Now it’s one thing to want the government to lose when you’re a criminal defense attorney. We recognize punishing the innocent as a greater evil than letting the guilty go free--and that police and prosecutors are wrong a lot--so our legal system is designed to err on the side of defendants. We tell criminal suspects they have the right to not say anything so they’ll have a fighting chance against a government police power with vastly more resources than they have. We’ve learned that justice is better served by putting the government at a disadvantage: that way they have to work harder for every conviction. That’s our civil legal system.
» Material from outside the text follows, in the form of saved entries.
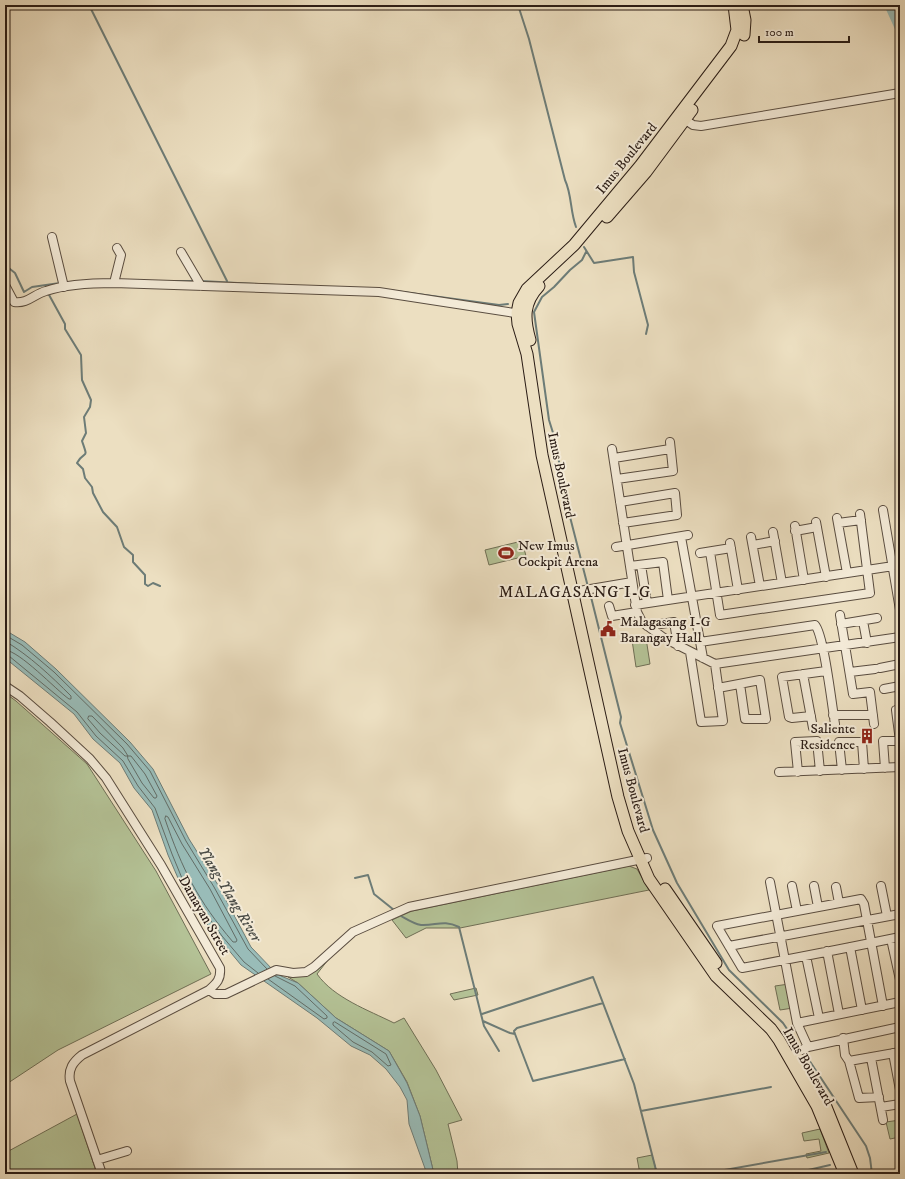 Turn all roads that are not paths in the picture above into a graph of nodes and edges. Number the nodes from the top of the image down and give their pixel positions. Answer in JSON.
{"nodes":[{"id":1,"x":734,"y":5,"type":"edge"},
{"id":2,"x":742,"y":5,"type":"edge"},
{"id":3,"x":900,"y":93,"type":"edge"},
{"id":4,"x":682,"y":118,"type":"junction"},
{"id":5,"x":52,"y":237,"type":"dead end"},
{"id":6,"x":117,"y":248,"type":"dead end"},
{"id":7,"x":181,"y":252,"type":"dead end"},
{"id":8,"x":114,"y":283,"type":"junction"},
{"id":9,"x":5,"y":285,"type":"edge"},
{"id":10,"x":201,"y":286,"type":"junction"},
{"id":11,"x":64,"y":287,"type":"junction"},
{"id":12,"x":521,"y":314,"type":"junction"},
{"id":13,"x":612,"y":449,"type":"dead end"},
{"id":14,"x":614,"y":458,"type":"junction"},
{"id":15,"x":617,"y":480,"type":"junction"},
{"id":16,"x":620,"y":502,"type":"junction"},
{"id":17,"x":883,"y":510,"type":"dead end"},
{"id":18,"x":624,"y":524,"type":"junction"},
{"id":19,"x":773,"y":532,"type":"dead end"},
{"id":20,"x":775,"y":541,"type":"junction"},
{"id":21,"x":627,"y":545,"type":"junction"},
{"id":22,"x":616,"y":547,"type":"dead end"},
{"id":23,"x":710,"y":552,"type":"junction"},
{"id":24,"x":700,"y":553,"type":"dead end"},
{"id":25,"x":641,"y":565,"type":"junction"},
{"id":26,"x":630,"y":566,"type":"junction"},
{"id":27,"x":896,"y":566,"type":"edge"},
{"id":28,"x":868,"y":571,"type":"junction"},
{"id":29,"x":847,"y":573,"type":"junction"},
{"id":30,"x":826,"y":577,"type":"junction"},
{"id":31,"x":804,"y":580,"type":"junction"},
{"id":32,"x":632,"y":582,"type":"junction"},
{"id":33,"x":782,"y":583,"type":"junction"},
{"id":34,"x":760,"y":586,"type":"junction"},
{"id":35,"x":898,"y":588,"type":"edge"},
{"id":36,"x":738,"y":590,"type":"junction"},
{"id":37,"x":576,"y":592,"type":"junction"},
{"id":38,"x":716,"y":593,"type":"junction"},
{"id":39,"x":692,"y":597,"type":"junction"},
{"id":40,"x":668,"y":600,"type":"junction"},
{"id":41,"x":647,"y":603,"type":"junction"},
{"id":42,"x":609,"y":606,"type":"dead end"},
{"id":43,"x":636,"y":609,"type":"junction"},
{"id":44,"x":900,"y":610,"type":"edge"},
{"id":45,"x":877,"y":618,"type":"dead end"},
{"id":46,"x":863,"y":621,"type":"junction"},
{"id":47,"x":647,"y":626,"type":"junction"},
{"id":48,"x":900,"y":638,"type":"edge"},
{"id":49,"x":700,"y":642,"type":"junction"},
{"id":50,"x":867,"y":643,"type":"junction"},
{"id":51,"x":845,"y":645,"type":"junction"},
{"id":52,"x":678,"y":646,"type":"junction"},
{"id":53,"x":822,"y":647,"type":"junction"},
{"id":54,"x":690,"y":652,"type":"junction"},
{"id":55,"x":703,"y":658,"type":"junction"},
{"id":56,"x":715,"y":664,"type":"junction"},
{"id":57,"x":900,"y":664,"type":"edge"},
{"id":58,"x":826,"y":671,"type":"junction"},
{"id":59,"x":850,"y":672,"type":"junction"},
{"id":60,"x":803,"y":674,"type":"junction"},
{"id":61,"x":740,"y":684,"type":"junction"},
{"id":62,"x":5,"y":686,"type":"edge"},
{"id":63,"x":900,"y":686,"type":"edge"},
{"id":64,"x":718,"y":688,"type":"junction"},
{"id":65,"x":884,"y":689,"type":"dead end"},
{"id":66,"x":900,"y":709,"type":"edge"},
{"id":67,"x":833,"y":715,"type":"junction"},
{"id":68,"x":873,"y":715,"type":"junction"},
{"id":69,"x":811,"y":716,"type":"junction"},
{"id":70,"x":834,"y":724,"type":"dead end"},
{"id":71,"x":874,"y":724,"type":"dead end"},
{"id":72,"x":813,"y":728,"type":"dead end"},
{"id":73,"x":900,"y":767,"type":"edge"},
{"id":74,"x":885,"y":768,"type":"junction"},
{"id":75,"x":864,"y":769,"type":"junction"},
{"id":76,"x":820,"y":770,"type":"junction"},
{"id":77,"x":842,"y":770,"type":"junction"},
{"id":78,"x":779,"y":772,"type":"dead end"},
{"id":79,"x":798,"y":772,"type":"junction"},
{"id":80,"x":643,"y":859,"type":"junction"},
{"id":81,"x":770,"y":882,"type":"dead end"},
{"id":82,"x":792,"y":886,"type":"dead end"},
{"id":83,"x":814,"y":886,"type":"dead end"},
{"id":84,"x":881,"y":886,"type":"dead end"},
{"id":85,"x":836,"y":887,"type":"dead end"},
{"id":86,"x":839,"y":903,"type":"junction"},
{"id":87,"x":818,"y":907,"type":"junction"},
{"id":88,"x":796,"y":911,"type":"junction"},
{"id":89,"x":776,"y":914,"type":"junction"},
{"id":90,"x":900,"y":914,"type":"edge"},
{"id":91,"x":887,"y":916,"type":"junction"},
{"id":92,"x":866,"y":920,"type":"junction"},
{"id":93,"x":781,"y":936,"type":"junction"},
{"id":94,"x":900,"y":937,"type":"edge"},
{"id":95,"x":891,"y":939,"type":"junction"},
{"id":96,"x":870,"y":943,"type":"junction"},
{"id":97,"x":729,"y":946,"type":"junction"},
{"id":98,"x":850,"y":947,"type":"junction"},
{"id":99,"x":827,"y":951,"type":"junction"},
{"id":100,"x":806,"y":956,"type":"junction"},
{"id":101,"x":785,"y":960,"type":"junction"},
{"id":102,"x":900,"y":980,"type":"edge"},
{"id":103,"x":209,"y":990,"type":"junction"},
{"id":104,"x":900,"y":1002,"type":"edge"},
{"id":105,"x":883,"y":1006,"type":"junction"},
{"id":106,"x":862,"y":1010,"type":"junction"},
{"id":107,"x":839,"y":1014,"type":"junction"},
{"id":108,"x":819,"y":1018,"type":"junction"},
{"id":109,"x":798,"y":1023,"type":"junction"},
{"id":110,"x":900,"y":1027,"type":"edge"},
{"id":111,"x":843,"y":1038,"type":"junction"},
{"id":112,"x":802,"y":1050,"type":"junction"},
{"id":113,"x":896,"y":1052,"type":"edge"},
{"id":114,"x":871,"y":1058,"type":"junction"},
{"id":115,"x":849,"y":1061,"type":"junction"},
{"id":116,"x":900,"y":1090,"type":"edge"},
{"id":117,"x":879,"y":1097,"type":"junction"},
{"id":118,"x":900,"y":1104,"type":"edge"},
{"id":119,"x":881,"y":1107,"type":"junction"},
{"id":120,"x":883,"y":1120,"type":"dead end"},
{"id":121,"x":127,"y":1151,"type":"dead end"},
{"id":122,"x":97,"y":1160,"type":"junction"},
{"id":123,"x":102,"y":1174,"type":"edge"},
{"id":124,"x":845,"y":1174,"type":"edge"},
{"id":125,"x":853,"y":1174,"type":"edge"}],
"edges":[{"from":1,"to":4,"type":"main road","name":"Imus Boulevard"},
{"from":2,"to":4,"type":"main road","name":"Imus Boulevard"},
{"from":3,"to":4,"type":"street"},
{"from":4,"to":12,"type":"main road","name":"Imus Boulevard"},
{"from":5,"to":11,"type":"street"},
{"from":6,"to":8,"type":"street"},
{"from":7,"to":10,"type":"street"},
{"from":8,"to":10,"type":"street"},
{"from":8,"to":11,"type":"street"},
{"from":9,"to":11,"type":"street"},
{"from":10,"to":12,"type":"street"},
{"from":12,"to":37,"type":"main road","name":"Imus Boulevard"},
{"from":13,"to":14,"type":"street"},
{"from":14,"to":15,"type":"street"},
{"from":14,"to":15,"type":"street"},
{"from":15,"to":16,"type":"street"},
{"from":16,"to":18,"type":"street"},
{"from":16,"to":18,"type":"street"},
{"from":17,"to":27,"type":"street"},
{"from":18,"to":21,"type":"street"},
{"from":19,"to":20,"type":"street"},
{"from":20,"to":33,"type":"street"},
{"from":20,"to":34,"type":"street"},
{"from":21,"to":22,"type":"street"},
{"from":21,"to":26,"type":"street"},
{"from":21,"to":39,"type":"street"},
{"from":23,"to":24,"type":"street"},
{"from":23,"to":36,"type":"street"},
{"from":23,"to":38,"type":"street"},
{"from":25,"to":26,"type":"street"},
{"from":25,"to":40,"type":"street"},
{"from":25,"to":41,"type":"street"},
{"from":26,"to":32,"type":"street"},
{"from":27,"to":28,"type":"street"},
{"from":27,"to":35,"type":"street"},
{"from":28,"to":29,"type":"street"},
{"from":28,"to":29,"type":"street"},
{"from":28,"to":38,"type":"street"},
{"from":29,"to":30,"type":"street"},
{"from":30,"to":31,"type":"street"},
{"from":30,"to":31,"type":"street"},
{"from":31,"to":33,"type":"street"},
{"from":32,"to":37,"type":"street"},
{"from":32,"to":43,"type":"street"},
{"from":33,"to":34,"type":"street"},
{"from":34,"to":36,"type":"street"},
{"from":35,"to":44,"type":"street"},
{"from":36,"to":38,"type":"street"},
{"from":37,"to":80,"type":"main road","name":"Imus Boulevard"},
{"from":38,"to":39,"type":"street"},
{"from":39,"to":40,"type":"street"},
{"from":39,"to":49,"type":"street"},
{"from":40,"to":41,"type":"street"},
{"from":41,"to":43,"type":"street"},
{"from":42,"to":43,"type":"street"},
{"from":43,"to":47,"type":"street"},
{"from":45,"to":46,"type":"street"},
{"from":46,"to":50,"type":"street"},
{"from":46,"to":51,"type":"street"},
{"from":47,"to":52,"type":"street"},
{"from":47,"to":52,"type":"street"},
{"from":48,"to":50,"type":"street"},
{"from":49,"to":53,"type":"street"},
{"from":49,"to":55,"type":"street"},
{"from":50,"to":51,"type":"street"},
{"from":51,"to":53,"type":"street"},
{"from":51,"to":59,"type":"street"},
{"from":52,"to":54,"type":"street"},
{"from":53,"to":56,"type":"street"},
{"from":53,"to":58,"type":"street"},
{"from":54,"to":55,"type":"street"},
{"from":54,"to":64,"type":"street"},
{"from":55,"to":56,"type":"street"},
{"from":56,"to":64,"type":"street"},
{"from":57,"to":59,"type":"street"},
{"from":58,"to":60,"type":"street"},
{"from":58,"to":67,"type":"street"},
{"from":59,"to":68,"type":"street"},
{"from":60,"to":69,"type":"street"},
{"from":60,"to":69,"type":"street"},
{"from":61,"to":61,"type":"street"},
{"from":61,"to":64,"type":"street"},
{"from":62,"to":103,"type":"street","name":"Damayan Street"},
{"from":63,"to":65,"type":"street"},
{"from":66,"to":74,"type":"street"},
{"from":67,"to":68,"type":"street"},
{"from":67,"to":70,"type":"street"},
{"from":68,"to":71,"type":"street"},
{"from":69,"to":72,"type":"street"},
{"from":73,"to":74,"type":"street"},
{"from":74,"to":75,"type":"street"},
{"from":75,"to":77,"type":"street"},
{"from":75,"to":77,"type":"street"},
{"from":76,"to":77,"type":"street"},
{"from":76,"to":79,"type":"street"},
{"from":76,"to":79,"type":"street"},
{"from":78,"to":79,"type":"street"},
{"from":80,"to":103,"type":"street"},
{"from":80,"to":112,"type":"main road","name":"Imus Boulevard"},
{"from":80,"to":124,"type":"main road","name":"Imus Boulevard"},
{"from":81,"to":89,"type":"street"},
{"from":82,"to":88,"type":"street"},
{"from":83,"to":87,"type":"street"},
{"from":84,"to":91,"type":"street"},
{"from":85,"to":86,"type":"street"},
{"from":86,"to":87,"type":"street"},
{"from":86,"to":92,"type":"street"},
{"from":87,"to":88,"type":"street"},
{"from":88,"to":89,"type":"street"},
{"from":89,"to":93,"type":"street"},
{"from":89,"to":97,"type":"street"},
{"from":90,"to":91,"type":"street"},
{"from":91,"to":92,"type":"street"},
{"from":92,"to":93,"type":"street"},
{"from":92,"to":96,"type":"street"},
{"from":93,"to":97,"type":"street"},
{"from":93,"to":101,"type":"street"},
{"from":94,"to":95,"type":"street"},
{"from":95,"to":96,"type":"street"},
{"from":95,"to":102,"type":"street"},
{"from":96,"to":98,"type":"street"},
{"from":96,"to":105,"type":"street"},
{"from":97,"to":101,"type":"street"},
{"from":98,"to":99,"type":"street"},
{"from":98,"to":106,"type":"street"},
{"from":99,"to":100,"type":"street"},
{"from":99,"to":107,"type":"street"},
{"from":100,"to":101,"type":"street"},
{"from":100,"to":108,"type":"street"},
{"from":101,"to":109,"type":"street"},
{"from":103,"to":122,"type":"street","name":"Damayan Street"},
{"from":104,"to":105,"type":"street"},
{"from":105,"to":106,"type":"street"},
{"from":106,"to":107,"type":"street"},
{"from":107,"to":108,"type":"street"},
{"from":108,"to":109,"type":"street"},
{"from":109,"to":112,"type":"street"},
{"from":110,"to":111,"type":"street"},
{"from":111,"to":112,"type":"street"},
{"from":111,"to":115,"type":"street"},
{"from":112,"to":125,"type":"main road","name":"Imus Boulevard"},
{"from":113,"to":114,"type":"street"},
{"from":113,"to":116,"type":"street"},
{"from":114,"to":115,"type":"street"},
{"from":114,"to":117,"type":"street"},
{"from":115,"to":117,"type":"street"},
{"from":117,"to":119,"type":"street"},
{"from":118,"to":119,"type":"street"},
{"from":119,"to":120,"type":"street"},
{"from":121,"to":122,"type":"street"},
{"from":122,"to":123,"type":"street","name":"Damayan Street"}]}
This is war. It’s a whole other kettle of fish to want the government to lose in wartime. We don’t handicap our soldiers and place obstructions in the path of the Commander in Chief so the enemy won’t suffer a disadvantage. (At least, we never used to). In war, justice is not better served by giving your enemy a fighting chance. We don't tolerate defeat for the sake of our most bloodthirsty attackers being guaranteed a trial by jury. Doing that in war is madness, when it isn’t treason.

It’s good etiquette right now to say that the patriotism of these lawyers shouldn’t be in question. But I say, the hell it shouldn’t! Of course their patriotism’s in question!

And I think even Eric Holder agrees with me. He’s so certain the resumes of the al Qaeda 7 aren’t going to recommend them as patriots that he’s gone to no end of trouble to cover up who they are, and what they’ve been up to, for as long as he possibly can.

I would have no objection if these lawyers had “taken jobs at the Justice Department” doing something else--fighting fraud, catching drug dealers, coercing the Detroit Police Department out of its third-world culture--just so long as their jobs don’t involve terrorism or detainee issues.

I truly don’t want these attorneys criminally prosecuted, disbarred, or mocked by Jon Stewart on The Daily Show because of who they've represented in the past. Stated another way, I don’t believe they should be treated as bad as John Yoo and Jay Bybee have been treated for zealously representing their client, the United States of America. I wouldn’t even object if they staged their own production of Showboat.

I just don’t want them anywhere near my country’s national security decisions.